Twenty years ago, Apple Inc. was considered a tech-industry ‘has-been’. However, by the spring of 2010 Apple grew to be the most valuable tech firm in the United States, selling more media and generating more profits from mobile device sales than any firm in the world. In 2020, they became the first U.S. company to have a market capitalization of $2 trillion (Bursztynsky, 2020). Technology is more personal and portable.

The turn of the century also gave birth to social media networks, which quickly became hotbeds for digital media marketers and influencers. Facebook, the largest social media network, reached 2.9 billion active users by the fourth quarter of 2021 (Statista, 2001). Firms are harnessing the power of social media to generate new product ideas and promote sales. These new communication channels also provide a platform for anyone to share their thoughts and opinions, both good and bad. Companies must constantly review information shared to mitigate potential negative impacts to their business. These tools have also allowed misinformation to flourish.

Social media information is just one form of data that is being collected by companies for data analysis. Data analytics and business intelligence drive discovery and innovation and redefine modern marketing and business. Massive amounts of data are stored and analyzed to assist managers in decision-making, from looking for new sources of revenue to efficiencies in business operations. The growth in data collection has highlighted the need to consider customer privacy, which can shred corporate reputations if mishandled.

The way we conceive software and the software industry is also changing radically. IBM, HP, and Oracle are among the firms that collectively pay thousands of programmers to write code that is given away for free. Today, open-source software powers most of the websites you visit. The rise of open source has rewritten the revenue models for the computing industry and lowered computing costs. Cloud computing and software as a service (SaaS) is turning sophisticated, high-powered computing into a utility available to even the smallest businesses and nonprofits.

The pervasiveness of computing means many devices and appliances are now ‘smart’. Smart technologies ensure electric devices are connected to a network, allowing for the exchange of information to carry out requests and provide customer convenience. Smart devices incorporate machine learning and artificial intelligence to assist users better. The data collected by these devices provides more detailed insight into consumer behaviours and can assist with marketing and product development.

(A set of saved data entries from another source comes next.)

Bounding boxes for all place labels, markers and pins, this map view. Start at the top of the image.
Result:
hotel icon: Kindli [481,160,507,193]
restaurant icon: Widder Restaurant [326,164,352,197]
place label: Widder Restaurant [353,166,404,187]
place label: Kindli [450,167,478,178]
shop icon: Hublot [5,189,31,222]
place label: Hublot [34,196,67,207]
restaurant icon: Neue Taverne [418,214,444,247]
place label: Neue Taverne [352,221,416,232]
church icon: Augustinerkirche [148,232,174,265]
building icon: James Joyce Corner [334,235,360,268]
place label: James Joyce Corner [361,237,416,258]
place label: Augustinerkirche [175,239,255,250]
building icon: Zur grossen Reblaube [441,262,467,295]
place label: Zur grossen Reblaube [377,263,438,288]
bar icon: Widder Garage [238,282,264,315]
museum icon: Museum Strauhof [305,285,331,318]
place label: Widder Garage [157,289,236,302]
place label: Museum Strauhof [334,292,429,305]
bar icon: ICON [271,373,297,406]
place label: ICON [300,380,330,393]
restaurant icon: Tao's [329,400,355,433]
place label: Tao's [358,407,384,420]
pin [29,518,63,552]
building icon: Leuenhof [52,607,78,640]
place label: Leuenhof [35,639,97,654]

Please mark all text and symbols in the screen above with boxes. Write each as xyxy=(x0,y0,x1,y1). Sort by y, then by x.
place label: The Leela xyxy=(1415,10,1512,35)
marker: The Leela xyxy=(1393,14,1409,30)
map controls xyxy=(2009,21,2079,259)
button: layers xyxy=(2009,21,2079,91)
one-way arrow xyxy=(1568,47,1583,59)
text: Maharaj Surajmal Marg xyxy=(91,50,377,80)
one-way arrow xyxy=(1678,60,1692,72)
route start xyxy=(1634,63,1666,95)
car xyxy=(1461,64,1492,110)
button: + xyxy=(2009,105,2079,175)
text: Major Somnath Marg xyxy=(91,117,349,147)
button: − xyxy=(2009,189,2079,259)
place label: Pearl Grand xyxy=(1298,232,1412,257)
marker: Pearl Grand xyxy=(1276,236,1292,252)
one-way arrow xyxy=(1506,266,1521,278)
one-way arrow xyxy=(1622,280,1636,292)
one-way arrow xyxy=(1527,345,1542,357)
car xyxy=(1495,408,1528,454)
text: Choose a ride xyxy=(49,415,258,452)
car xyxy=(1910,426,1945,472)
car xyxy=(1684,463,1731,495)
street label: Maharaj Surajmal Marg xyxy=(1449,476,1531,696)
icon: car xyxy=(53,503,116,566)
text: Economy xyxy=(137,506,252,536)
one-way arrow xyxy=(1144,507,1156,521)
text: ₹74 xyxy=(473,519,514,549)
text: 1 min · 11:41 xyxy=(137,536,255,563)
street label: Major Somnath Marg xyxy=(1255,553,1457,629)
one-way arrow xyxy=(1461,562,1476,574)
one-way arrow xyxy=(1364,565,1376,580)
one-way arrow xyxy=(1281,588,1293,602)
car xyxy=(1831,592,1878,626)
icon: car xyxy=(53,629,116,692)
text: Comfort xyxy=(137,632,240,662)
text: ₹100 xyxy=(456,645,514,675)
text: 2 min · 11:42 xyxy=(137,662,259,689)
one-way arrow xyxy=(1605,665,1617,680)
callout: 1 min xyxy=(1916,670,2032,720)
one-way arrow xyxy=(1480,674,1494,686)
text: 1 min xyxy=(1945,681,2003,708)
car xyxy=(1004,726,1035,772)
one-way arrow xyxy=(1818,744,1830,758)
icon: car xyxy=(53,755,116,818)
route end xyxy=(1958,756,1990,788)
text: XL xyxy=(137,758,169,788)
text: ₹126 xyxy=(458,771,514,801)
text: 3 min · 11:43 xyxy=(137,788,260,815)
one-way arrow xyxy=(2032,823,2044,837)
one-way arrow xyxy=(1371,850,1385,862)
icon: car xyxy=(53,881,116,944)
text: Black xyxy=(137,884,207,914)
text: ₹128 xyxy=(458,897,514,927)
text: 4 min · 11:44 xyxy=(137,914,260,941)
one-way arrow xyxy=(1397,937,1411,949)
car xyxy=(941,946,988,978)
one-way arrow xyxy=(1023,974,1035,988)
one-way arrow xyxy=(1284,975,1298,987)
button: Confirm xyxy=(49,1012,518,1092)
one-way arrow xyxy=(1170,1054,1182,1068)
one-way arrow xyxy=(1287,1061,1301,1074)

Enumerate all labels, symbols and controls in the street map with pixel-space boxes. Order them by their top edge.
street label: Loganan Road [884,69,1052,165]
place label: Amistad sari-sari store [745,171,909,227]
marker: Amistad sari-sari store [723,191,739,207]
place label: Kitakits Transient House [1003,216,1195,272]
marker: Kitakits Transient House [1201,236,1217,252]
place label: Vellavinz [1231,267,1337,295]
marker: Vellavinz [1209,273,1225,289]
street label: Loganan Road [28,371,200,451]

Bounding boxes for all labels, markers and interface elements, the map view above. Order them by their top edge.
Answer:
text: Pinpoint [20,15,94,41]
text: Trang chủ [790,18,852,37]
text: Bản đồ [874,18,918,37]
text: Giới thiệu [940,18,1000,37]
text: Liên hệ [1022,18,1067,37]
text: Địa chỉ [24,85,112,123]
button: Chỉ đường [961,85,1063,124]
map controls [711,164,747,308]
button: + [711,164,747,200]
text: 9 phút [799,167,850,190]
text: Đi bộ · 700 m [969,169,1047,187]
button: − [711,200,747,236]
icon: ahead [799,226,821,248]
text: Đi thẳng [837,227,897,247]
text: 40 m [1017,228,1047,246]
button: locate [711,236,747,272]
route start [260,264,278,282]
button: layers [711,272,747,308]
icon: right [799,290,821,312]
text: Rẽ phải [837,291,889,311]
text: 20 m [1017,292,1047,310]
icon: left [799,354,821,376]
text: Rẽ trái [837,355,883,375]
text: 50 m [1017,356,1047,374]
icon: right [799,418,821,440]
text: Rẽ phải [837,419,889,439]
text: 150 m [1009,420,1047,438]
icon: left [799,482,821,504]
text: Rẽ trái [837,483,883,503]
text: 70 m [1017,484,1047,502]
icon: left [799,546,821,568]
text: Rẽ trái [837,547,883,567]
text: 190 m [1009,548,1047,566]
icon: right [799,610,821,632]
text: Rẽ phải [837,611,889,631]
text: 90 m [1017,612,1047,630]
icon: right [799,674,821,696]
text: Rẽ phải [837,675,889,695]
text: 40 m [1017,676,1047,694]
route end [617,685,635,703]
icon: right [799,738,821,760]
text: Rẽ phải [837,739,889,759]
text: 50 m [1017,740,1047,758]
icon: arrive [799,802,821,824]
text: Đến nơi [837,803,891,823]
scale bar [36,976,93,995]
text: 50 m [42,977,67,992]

Technological disruptions aren’t going away and will almost certainly accelerate, impacting organizations, careers, and everyday life.  It’s time to place technology at the center of the managerial playbook.

1.1 Tech’s Tectonic Shift: Radically Changing Business Landscapes” from Information Systems Copyright © 2015 by University of Minnesota is licensed under a Creative Commons Attribution-NonCommercial-ShareAlike 4.0 International License, except where otherwise noted—modifications: rewritten to update the content.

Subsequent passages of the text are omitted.